In 1921, Franklin contracted polio, which left him paralyzed from the waist down. Eleanor played a crucial role in supporting her husband's political career.

Interesting Facts

Discovering the remarkable life of Franklin D. Roosevelt unveils a series of captivating facts that define his unique legacy. From his intricate family connections, including distant relations to his wife and 11 other U.S. presidents, to his privileged upbringing rooted in the Mayflower’s history, Roosevelt’s familial ties set the stage for an extraordinary journey. Despite a less-than-stellar academic record, his educational path led him from Groton, an elite Massachusetts boarding school, to Harvard College, where he courted his fifth cousin once removed Anna Eleanor Roosevelt. Post-Harvard, his pursuit of legal studies at Columbia Law School faced challenges, yet he passed the bar exam in 1907, marking the beginning of an unconventional career that transitioned from a prestigious Wall Street firm to the world of politics.
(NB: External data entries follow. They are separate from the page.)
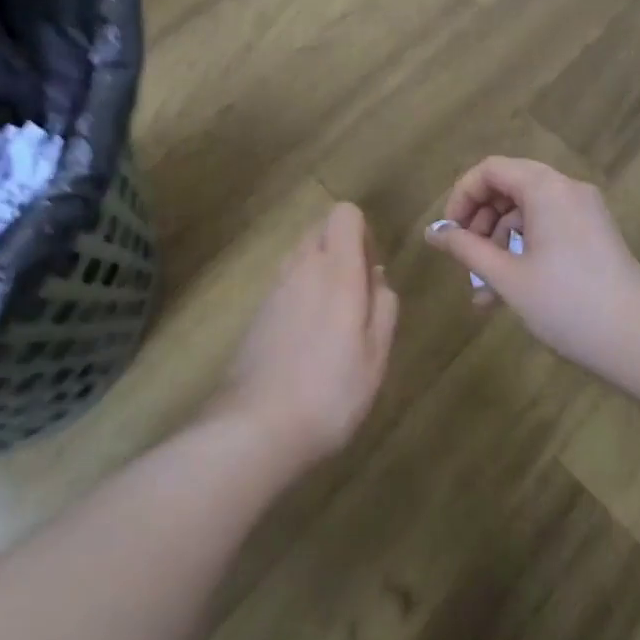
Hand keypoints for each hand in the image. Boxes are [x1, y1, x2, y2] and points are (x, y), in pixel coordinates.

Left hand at [210, 202, 397, 469]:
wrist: (256, 425)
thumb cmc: (330, 391)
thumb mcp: (375, 355)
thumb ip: (383, 306)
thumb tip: (376, 277)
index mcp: (336, 270)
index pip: (344, 213)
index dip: (362, 232)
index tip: (370, 270)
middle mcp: (302, 266)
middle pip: (320, 228)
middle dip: (342, 248)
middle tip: (357, 296)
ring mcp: (275, 287)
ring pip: (301, 255)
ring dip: (320, 270)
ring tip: (334, 320)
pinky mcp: (258, 310)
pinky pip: (286, 282)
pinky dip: (301, 293)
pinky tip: (307, 340)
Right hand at [424, 157, 639, 375]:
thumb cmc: (568, 305)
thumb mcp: (508, 277)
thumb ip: (466, 249)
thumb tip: (431, 233)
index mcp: (546, 188)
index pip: (490, 169)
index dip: (461, 196)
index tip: (448, 233)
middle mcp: (567, 189)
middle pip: (509, 186)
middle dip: (479, 220)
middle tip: (463, 257)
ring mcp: (586, 212)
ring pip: (527, 211)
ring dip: (499, 241)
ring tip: (483, 290)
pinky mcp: (596, 235)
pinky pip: (548, 227)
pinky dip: (524, 248)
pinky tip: (509, 291)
Roosevelt’s political prowess reached its zenith with unprecedented success in presidential elections. His victories in 1932, 1936, 1940 and 1944 formed the “New Deal coalition,” uniting diverse groups and showcasing overwhelming electoral and popular vote tallies. Breaking with tradition, FDR’s four-term presidency, spanning over 12 years, left an indelible mark on U.S. history and prompted the eventual ratification of the 22nd Amendment.
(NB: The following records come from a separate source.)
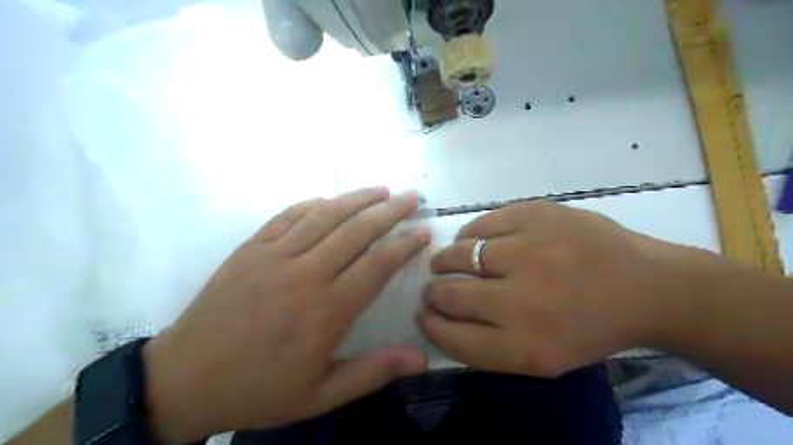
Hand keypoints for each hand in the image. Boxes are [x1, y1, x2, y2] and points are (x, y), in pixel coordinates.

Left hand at [139, 186, 430, 440]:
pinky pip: (288, 216)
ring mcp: (274, 256)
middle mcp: (305, 274)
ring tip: (380, 190)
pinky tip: (328, 200)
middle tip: (411, 197)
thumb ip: (373, 372)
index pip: (377, 265)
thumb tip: (421, 358)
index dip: (404, 244)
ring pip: (324, 215)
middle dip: (389, 211)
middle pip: (356, 231)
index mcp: (326, 310)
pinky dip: (312, 204)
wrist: (183, 381)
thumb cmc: (259, 389)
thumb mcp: (320, 395)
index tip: (423, 231)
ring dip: (356, 199)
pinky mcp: (250, 248)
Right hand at [417, 201, 695, 377]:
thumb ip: (486, 345)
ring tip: (447, 261)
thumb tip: (439, 318)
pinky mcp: (535, 215)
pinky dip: (469, 234)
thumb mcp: (540, 357)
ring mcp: (528, 250)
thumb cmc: (588, 327)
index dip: (430, 325)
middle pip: (448, 294)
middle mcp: (520, 298)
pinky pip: (480, 224)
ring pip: (457, 253)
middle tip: (433, 287)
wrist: (644, 286)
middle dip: (432, 292)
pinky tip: (475, 240)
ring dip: (445, 260)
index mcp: (523, 344)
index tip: (423, 315)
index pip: (451, 337)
Roosevelt's political prowess reached its zenith with unprecedented success in presidential elections with victories in 1932, 1936, 1940 and 1944.

Influence in History

In the 1912 presidential elections, Franklin D. Roosevelt lent his support to Woodrow Wilson’s candidacy. Wilson’s subsequent presidency opened new avenues for Roosevelt, leading to his transition from the New York State Senate to the role of Assistant U.S. Secretary of the Navy in 1913.

During his seven-year tenure at the Navy, Roosevelt immersed himself passionately in the intricacies of the position. He wholeheartedly supported Josephus Daniels, the Secretary of the Navy, in the endeavor to build a formidable and efficient naval force. Roosevelt played a pivotal role in expanding the Navy, securing budgetary approvals and ensuring its seamless functioning.

In a subsequent bid for the U.S. Senate seat of New York, Roosevelt faced challenges due to a lack of White House support, resulting in an unfavorable electoral outcome. This experience, however, served as a realization for Roosevelt about the formidable influence of White House backing.

During the early 1920s, Roosevelt actively worked on repairing his relationships within the Democratic Party. He threw his support behind Alfred E. Smith’s candidacy for the governor of New York in both 1922 and 1924.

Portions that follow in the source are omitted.